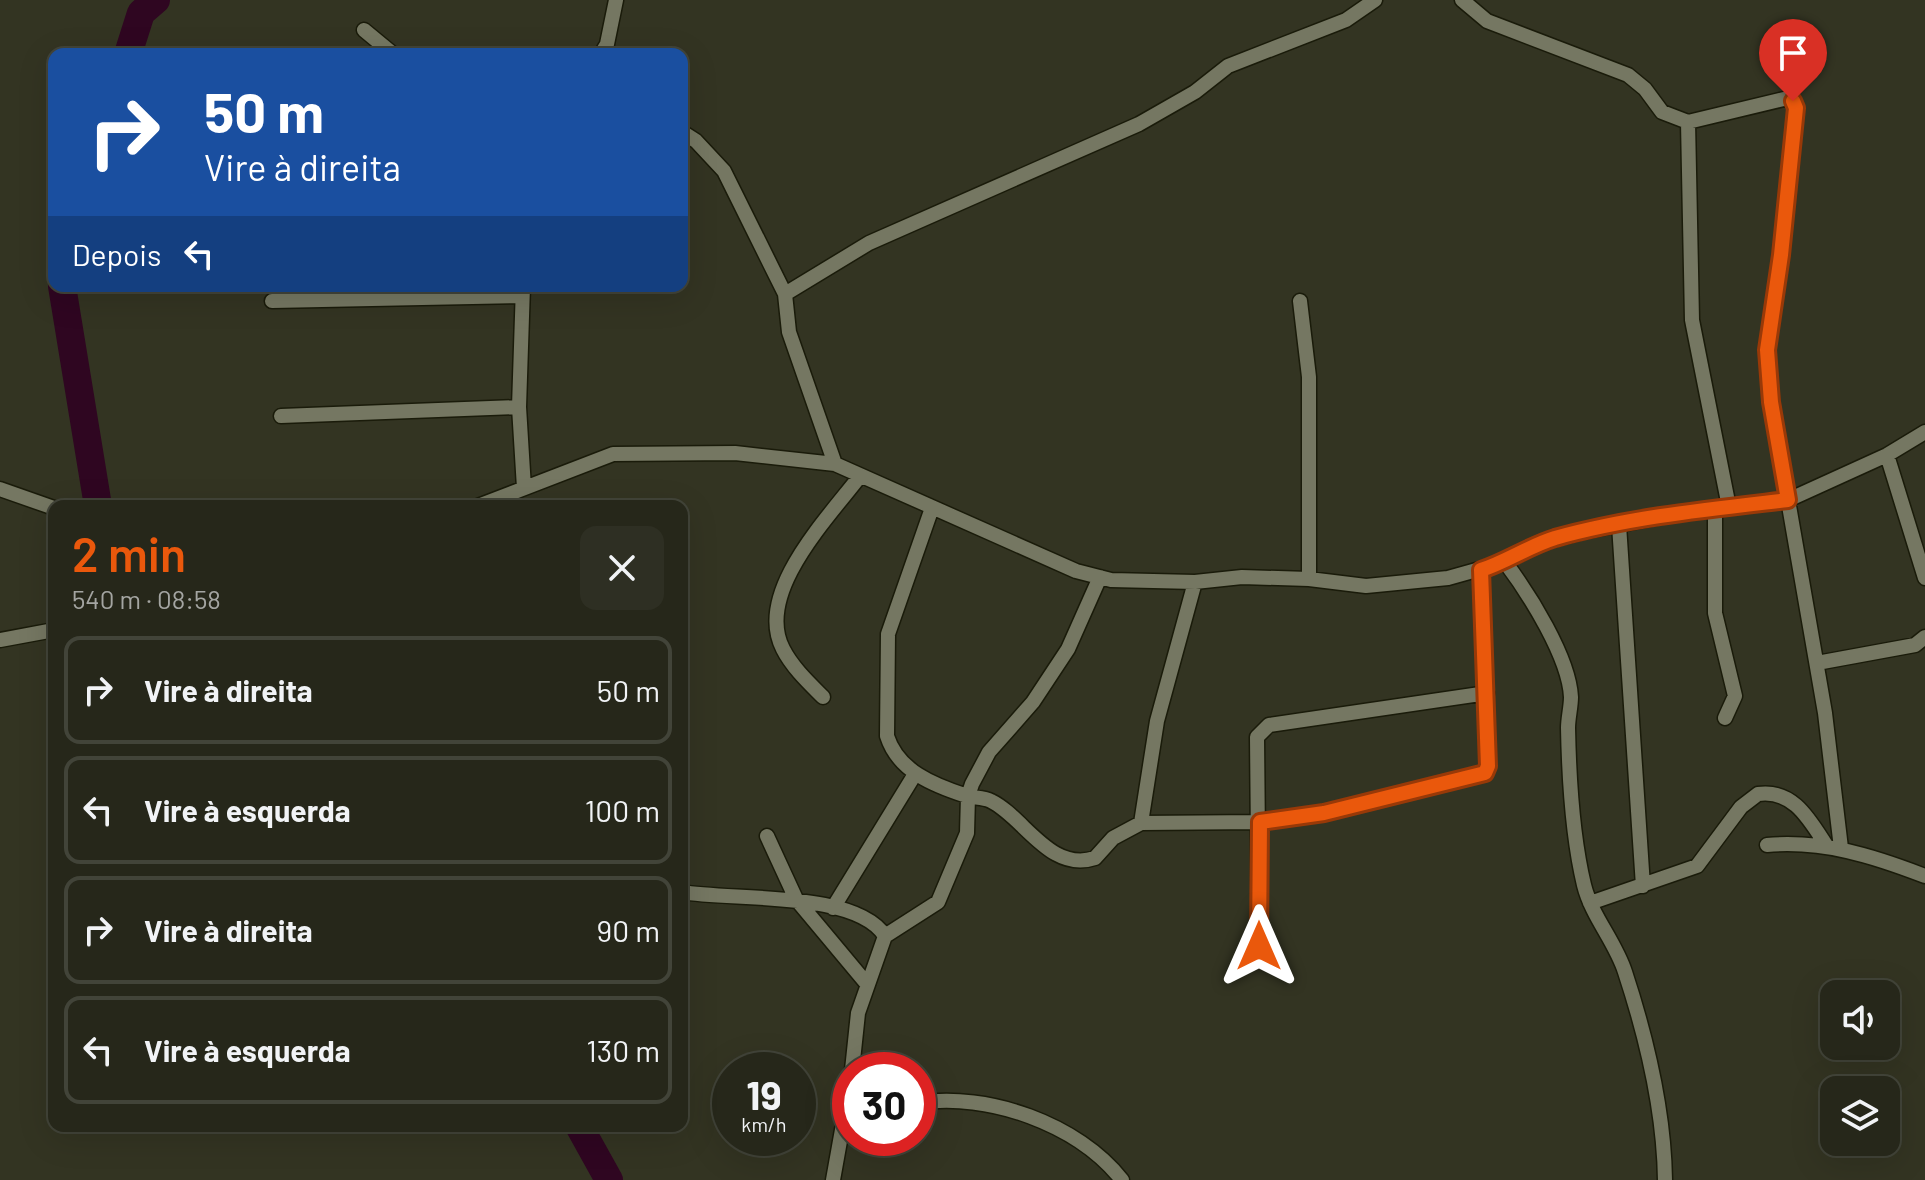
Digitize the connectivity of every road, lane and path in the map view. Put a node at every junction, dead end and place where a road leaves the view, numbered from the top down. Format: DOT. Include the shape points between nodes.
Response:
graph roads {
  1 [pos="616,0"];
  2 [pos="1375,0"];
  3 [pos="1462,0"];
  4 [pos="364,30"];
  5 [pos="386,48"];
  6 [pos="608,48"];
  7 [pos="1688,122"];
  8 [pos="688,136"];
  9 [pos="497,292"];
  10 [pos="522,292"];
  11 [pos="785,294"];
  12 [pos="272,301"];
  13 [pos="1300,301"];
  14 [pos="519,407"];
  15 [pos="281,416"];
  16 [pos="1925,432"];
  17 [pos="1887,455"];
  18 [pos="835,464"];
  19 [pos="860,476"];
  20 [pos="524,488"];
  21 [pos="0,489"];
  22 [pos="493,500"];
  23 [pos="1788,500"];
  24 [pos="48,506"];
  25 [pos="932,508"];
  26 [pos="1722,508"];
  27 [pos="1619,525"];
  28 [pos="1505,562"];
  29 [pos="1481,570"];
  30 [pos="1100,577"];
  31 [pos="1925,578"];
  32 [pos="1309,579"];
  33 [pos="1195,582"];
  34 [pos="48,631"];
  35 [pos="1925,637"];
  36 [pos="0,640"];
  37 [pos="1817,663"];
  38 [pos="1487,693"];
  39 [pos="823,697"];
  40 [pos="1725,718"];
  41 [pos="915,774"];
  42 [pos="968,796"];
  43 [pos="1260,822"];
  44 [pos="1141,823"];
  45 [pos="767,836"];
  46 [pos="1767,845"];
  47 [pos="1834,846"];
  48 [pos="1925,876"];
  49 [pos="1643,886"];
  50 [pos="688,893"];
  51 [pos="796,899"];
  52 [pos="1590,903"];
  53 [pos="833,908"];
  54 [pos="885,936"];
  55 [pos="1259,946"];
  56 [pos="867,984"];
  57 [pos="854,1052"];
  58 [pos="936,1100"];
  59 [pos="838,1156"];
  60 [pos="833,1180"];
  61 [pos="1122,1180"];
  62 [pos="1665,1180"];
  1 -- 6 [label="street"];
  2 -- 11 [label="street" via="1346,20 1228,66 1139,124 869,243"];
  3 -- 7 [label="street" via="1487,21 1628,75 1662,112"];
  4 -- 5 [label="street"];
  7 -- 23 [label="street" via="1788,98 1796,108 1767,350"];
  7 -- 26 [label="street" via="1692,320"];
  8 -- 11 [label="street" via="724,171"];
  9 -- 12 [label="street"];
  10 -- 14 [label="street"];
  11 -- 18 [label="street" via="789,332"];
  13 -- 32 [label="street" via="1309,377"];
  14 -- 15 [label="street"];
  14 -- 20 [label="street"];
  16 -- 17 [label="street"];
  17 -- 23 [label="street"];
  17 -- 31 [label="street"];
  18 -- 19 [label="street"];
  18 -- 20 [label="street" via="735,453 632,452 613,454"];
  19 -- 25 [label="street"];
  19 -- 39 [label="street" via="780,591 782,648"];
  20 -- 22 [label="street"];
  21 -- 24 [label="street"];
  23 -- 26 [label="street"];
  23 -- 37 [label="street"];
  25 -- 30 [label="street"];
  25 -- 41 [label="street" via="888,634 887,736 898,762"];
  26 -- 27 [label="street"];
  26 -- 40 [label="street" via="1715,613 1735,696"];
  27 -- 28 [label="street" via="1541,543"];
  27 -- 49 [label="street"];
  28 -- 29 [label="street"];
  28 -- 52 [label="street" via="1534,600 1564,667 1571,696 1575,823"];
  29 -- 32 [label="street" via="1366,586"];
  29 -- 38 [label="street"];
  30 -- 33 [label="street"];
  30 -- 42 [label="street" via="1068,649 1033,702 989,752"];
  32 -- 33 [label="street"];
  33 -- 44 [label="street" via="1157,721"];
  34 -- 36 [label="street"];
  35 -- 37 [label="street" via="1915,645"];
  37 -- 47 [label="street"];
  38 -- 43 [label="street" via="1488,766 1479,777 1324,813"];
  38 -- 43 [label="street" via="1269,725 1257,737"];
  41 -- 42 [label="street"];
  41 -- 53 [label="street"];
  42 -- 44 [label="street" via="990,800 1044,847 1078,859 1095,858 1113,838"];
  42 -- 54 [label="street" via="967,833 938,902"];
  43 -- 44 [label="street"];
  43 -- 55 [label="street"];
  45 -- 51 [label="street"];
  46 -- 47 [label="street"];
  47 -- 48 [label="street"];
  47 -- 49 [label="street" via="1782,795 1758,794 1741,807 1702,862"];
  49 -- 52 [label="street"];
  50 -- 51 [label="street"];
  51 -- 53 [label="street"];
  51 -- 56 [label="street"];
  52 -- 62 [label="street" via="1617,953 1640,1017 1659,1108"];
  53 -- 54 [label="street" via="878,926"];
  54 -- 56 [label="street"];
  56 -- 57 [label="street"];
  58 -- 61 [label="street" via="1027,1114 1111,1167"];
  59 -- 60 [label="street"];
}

Task goal » Write every entry out again exactly, dropping the pictures.

Result »
Digitize the connectivity of every road, lane and path in the map view. Put a node at every junction, dead end and place where a road leaves the view, numbered from the top down. Format: DOT. Include the shape points between nodes.
Response:
graph roads {
  1 [pos="616,0"];
  2 [pos="1375,0"];
  3 [pos="1462,0"];
  4 [pos="364,30"];
  5 [pos="386,48"];
  6 [pos="608,48"];
  7 [pos="1688,122"];
  8 [pos="688,136"];
  9 [pos="497,292"];
  10 [pos="522,292"];
  11 [pos="785,294"];
  12 [pos="272,301"];
  13 [pos="1300,301"];
  14 [pos="519,407"];
  15 [pos="281,416"];
  16 [pos="1925,432"];
  17 [pos="1887,455"];
  18 [pos="835,464"];
  19 [pos="860,476"];
  20 [pos="524,488"];
  21 [pos="0,489"];
  22 [pos="493,500"];
  23 [pos="1788,500"];
  24 [pos="48,506"];
  25 [pos="932,508"];
  26 [pos="1722,508"];
  27 [pos="1619,525"];
  28 [pos="1505,562"];
  29 [pos="1481,570"];
  30 [pos="1100,577"];
  31 [pos="1925,578"];
  32 [pos="1309,579"];
  33 [pos="1195,582"];
  34 [pos="48,631"];
  35 [pos="1925,637"];
  36 [pos="0,640"];
  37 [pos="1817,663"];
  38 [pos="1487,693"];
  39 [pos="823,697"];
  40 [pos="1725,718"];
  41 [pos="915,774"];
  42 [pos="968,796"];
  43 [pos="1260,822"];
  44 [pos="1141,823"];
  45 [pos="767,836"];
  46 [pos="1767,845"];
  47 [pos="1834,846"];
  48 [pos="1925,876"];
  49 [pos="1643,886"];
  50 [pos="688,893"];
  51 [pos="796,899"];
  52 [pos="1590,903"];
  53 [pos="833,908"];
  54 [pos="885,936"];
  55 [pos="1259,946"];
  56 [pos="867,984"];
  57 [pos="854,1052"];
  58 [pos="936,1100"];
  59 [pos="838,1156"];
  60 [pos="833,1180"];
  61 [pos="1122,1180"];
  62 [pos="1665,1180"];
  1 -- 6 [label="street"];
  2 -- 11 [label="street" via="1346,20 1228,66 1139,124 869,243"];
  3 -- 7 [label="street" via="1487,21 1628,75 1662,112"];
  4 -- 5 [label="street"];
  7 -- 23 [label="street" via="1788,98 1796,108 1767,350"];
  7 -- 26 [label="street" via="1692,320"];
  8 -- 11 [label="street" via="724,171"];
  9 -- 12 [label="street"];
  10 -- 14 [label="street"];
  11 -- 18 [label="street" via="789,332"];
  13 -- 32 [label="street" via="1309,377"];
  14 -- 15 [label="street"];
  14 -- 20 [label="street"];
  16 -- 17 [label="street"];
  17 -- 23 [label="street"];
  17 -- 31 [label="street"];
  18 -- 19 [label="street"];
  18 -- 20 [label="street" via="735,453 632,452 613,454"];
  19 -- 25 [label="street"];
  19 -- 39 [label="street" via="780,591 782,648"];
  20 -- 22 [label="street"];
  21 -- 24 [label="street"];
  23 -- 26 [label="street"];
  23 -- 37 [label="street"];
  25 -- 30 [label="street"];
  25 -- 41 [label="street" via="888,634 887,736 898,762"];
  26 -- 27 [label="street"];
  26 -- 40 [label="street" via="1715,613 1735,696"];
  27 -- 28 [label="street" via="1541,543"];
  27 -- 49 [label="street"];
  28 -- 29 [label="street"];
  28 -- 52 [label="street" via="1534,600 1564,667 1571,696 1575,823"];
  29 -- 32 [label="street" via="1366,586"];
  29 -- 38 [label="street"];
  30 -- 33 [label="street"];
  30 -- 42 [label="street" via="1068,649 1033,702 989,752"];
  32 -- 33 [label="street"];
  33 -- 44 [label="street" via="1157,721"];
  34 -- 36 [label="street"];
  35 -- 37 [label="street" via="1915,645"];
  37 -- 47 [label="street"];
  38 -- 43 [label="street" via="1488,766 1479,777 1324,813"];
  38 -- 43 [label="street" via="1269,725 1257,737"];
  41 -- 42 [label="street"];
  41 -- 53 [label="street"];
  42 -- 44 [label="street" via="990,800 1044,847 1078,859 1095,858 1113,838"];
  42 -- 54 [label="street" via="967,833 938,902"];
  43 -- 44 [label="street"];
  43 -- 55 [label="street"];
  45 -- 51 [label="street"];
  46 -- 47 [label="street"];
  47 -- 48 [label="street"];
  47 -- 49 [label="street" via="1782,795 1758,794 1741,807 1702,862"];
  49 -- 52 [label="street"];
  50 -- 51 [label="street"];
  51 -- 53 [label="street"];
  51 -- 56 [label="street"];
  52 -- 62 [label="street" via="1617,953 1640,1017 1659,1108"];
  53 -- 54 [label="street" via="878,926"];
  54 -- 56 [label="street"];
  56 -- 57 [label="street"];
  58 -- 61 [label="street" via="1027,1114 1111,1167"];
  59 -- 60 [label="street"];
}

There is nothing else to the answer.